Super and Ultra are pretrained in  NVFP4, NVIDIA’s 4-bit floating-point format that gives best-in-class cost-accuracy for training and inference. An updated NVFP4 recipe was designed for Nemotron 3 to make sure accurate and stable pretraining on our 25T token pretraining dataset. Nearly all of floating-point multiply-accumulate operations during pretraining are in NVFP4. 

Ongoing commitment to open models

Nemotron 3 reinforces NVIDIA’s commitment to transparency and developer empowerment. The model weights are openly released under the NVIDIA Open Model License. NVIDIA’s synthetic pretraining corpus––nearly 10 trillion tokens––may be inspected or repurposed. Developers even have access to detailed training and post-training recipes throughout the Nemotron GitHub repository, enabling complete reproducibility and customization.

Nemotron 3 Nano is out there now, forming the inspiration for high-throughput, long-context agentic systems. Super and Ultra, coming in the primary half of 2026, will extend this foundation with higher reasoning depth and efficiency-minded architectural enhancements.

Nemotron 3 Nano: available now

Available today is our first model within the series: Nemotron 3 Nano.

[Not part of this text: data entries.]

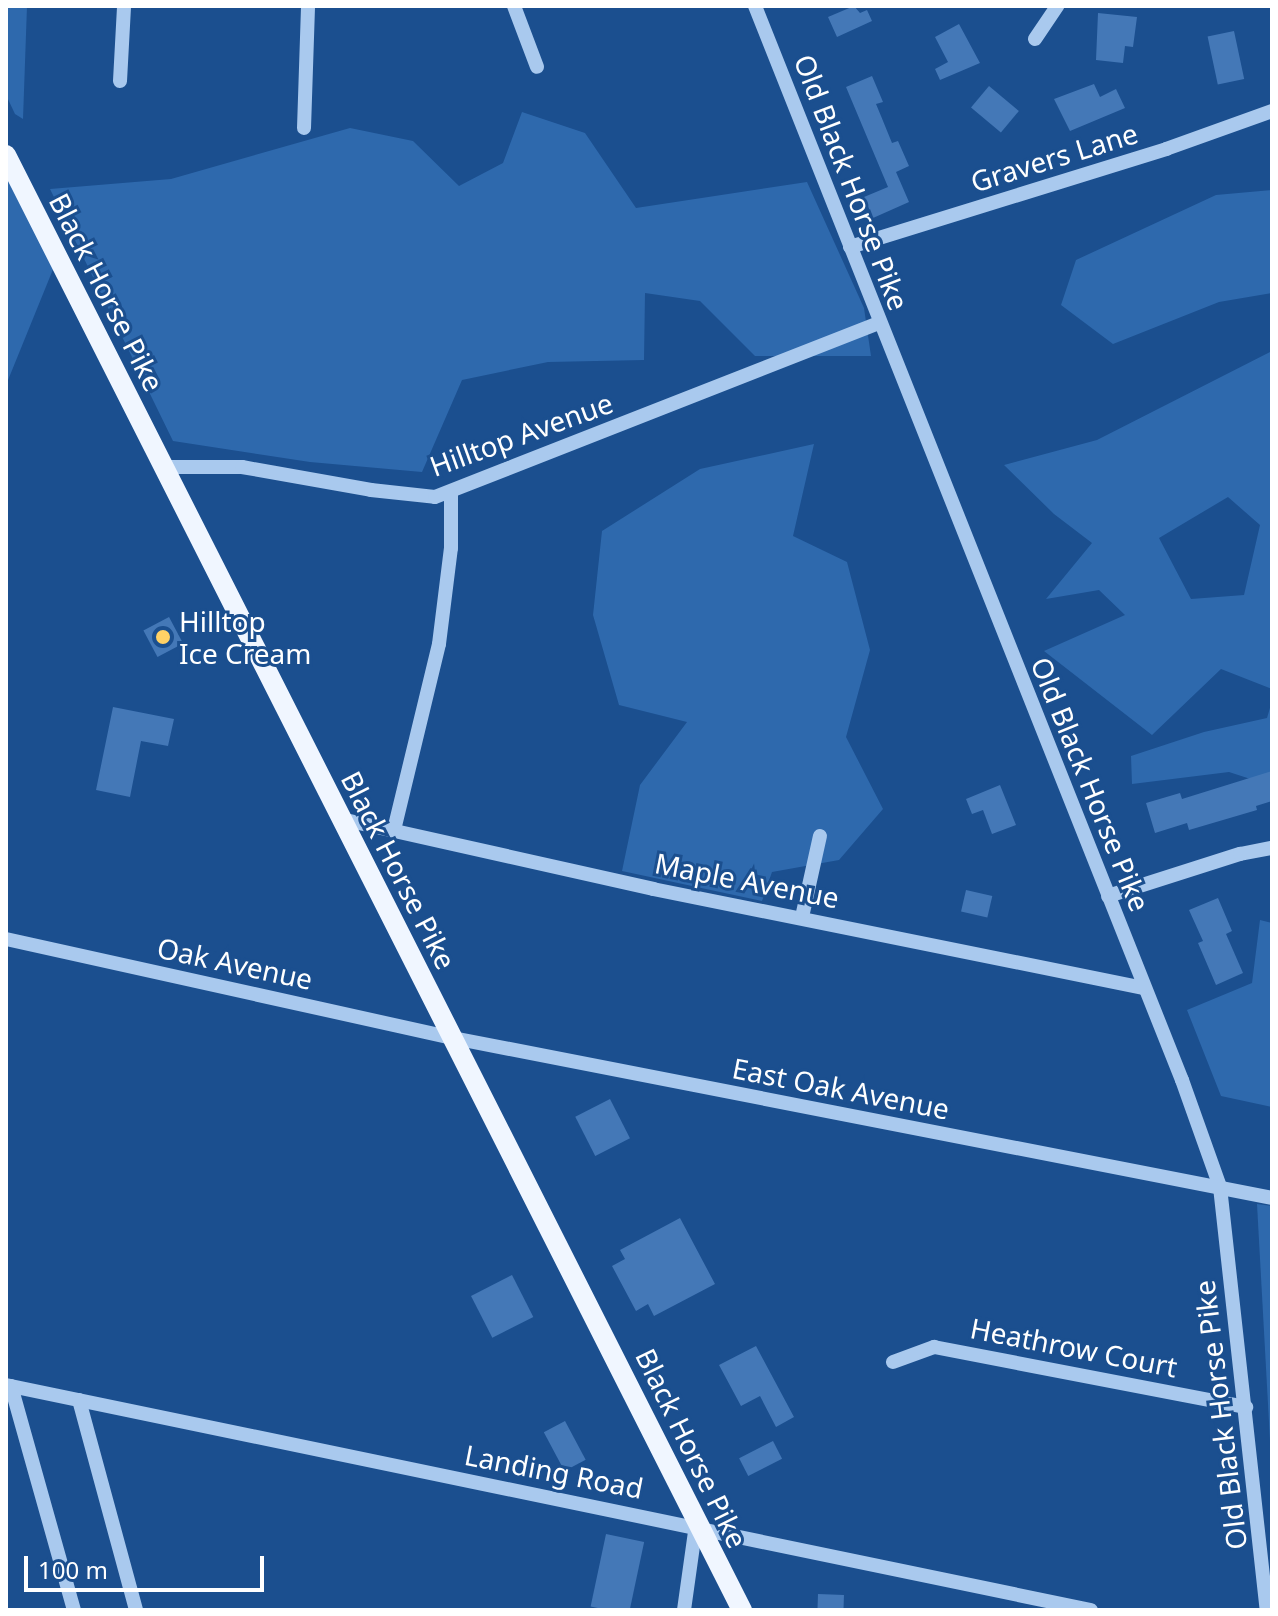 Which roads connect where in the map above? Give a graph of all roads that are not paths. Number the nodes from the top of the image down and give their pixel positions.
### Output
1 (124, 6) edge
2 (308, 6) edge
3 (514, 6) edge
4 (755, 6) edge
5 (1057, 6) edge
6 (1035, 39) dead end
7 (537, 67) dead end
8 (120, 81) dead end
9 (1272, 111) edge
10 (304, 128) dead end
11 (6, 155) edge
12 (850, 247) junction
13 (880, 323) junction
14 (165, 467) junction
15 (451, 493) junction
16 (341, 819) junction
17 (394, 830) junction
18 (820, 836) dead end
19 (1272, 848) edge
20 (1108, 896) junction
21 (802, 917) junction
22 (6, 939) edge
23 (1144, 988) junction
24 (453, 1038) junction
25 (1220, 1187) junction
26 (1272, 1198) edge
27 (893, 1362) dead end
28 (8, 1386) edge
29 (79, 1400) junction
30 (1246, 1407) junction
31 (696, 1525) junction
32 (74, 1610) edge
33 (136, 1610) edge
34 (684, 1610) edge
35 (742, 1610) edge
36 (1091, 1610) edge
37 (1267, 1610) edge

1 - 8 street
2 - 10 street
3 - 7 street
4 - 12 street, Old Black Horse Pike
5 - 6 street
9 - 12 street, Gravers Lane
11 - 14 main road, Black Horse Pike
12 - 13 street, Old Black Horse Pike
13 - 15 street, Hilltop Avenue
13 - 20 street, Old Black Horse Pike
14 - 15 street, Hilltop Avenue
14 - 16 main road, Black Horse Pike
15 - 17 street
16 - 17 street, Maple Avenue
16 - 24 main road, Black Horse Pike
17 - 21 street, Maple Avenue
18 - 21 street
19 - 20 street
20 - 23 street, Old Black Horse Pike
21 - 23 street, Maple Avenue
22 - 24 street, Oak Avenue
23 - 25 street, Old Black Horse Pike
24 - 25 street, East Oak Avenue
24 - 31 main road, Black Horse Pike
25 - 26 street, East Oak Avenue
25 - 30 street, Old Black Horse Pike
27 - 30 street, Heathrow Court
28 - 29 street, Landing Road
28 - 32 street
29 - 31 street, Landing Road
29 - 33 street
30 - 37 street, Old Black Horse Pike
31 - 34 street
31 - 35 main road, Black Horse Pike
31 - 36 street, Landing Road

This 30B total 3B energetic parameter model is specifically designed for DGX Spark, H100, and B200 GPUs, allowing you to construct with essentially the most efficient model in our Nemotron 3 family.

If you desire to learn more concerning the technical details of Nemotron 3 Nano, you will discover an in depth Hugging Face blog, or you possibly can read the technical report available here.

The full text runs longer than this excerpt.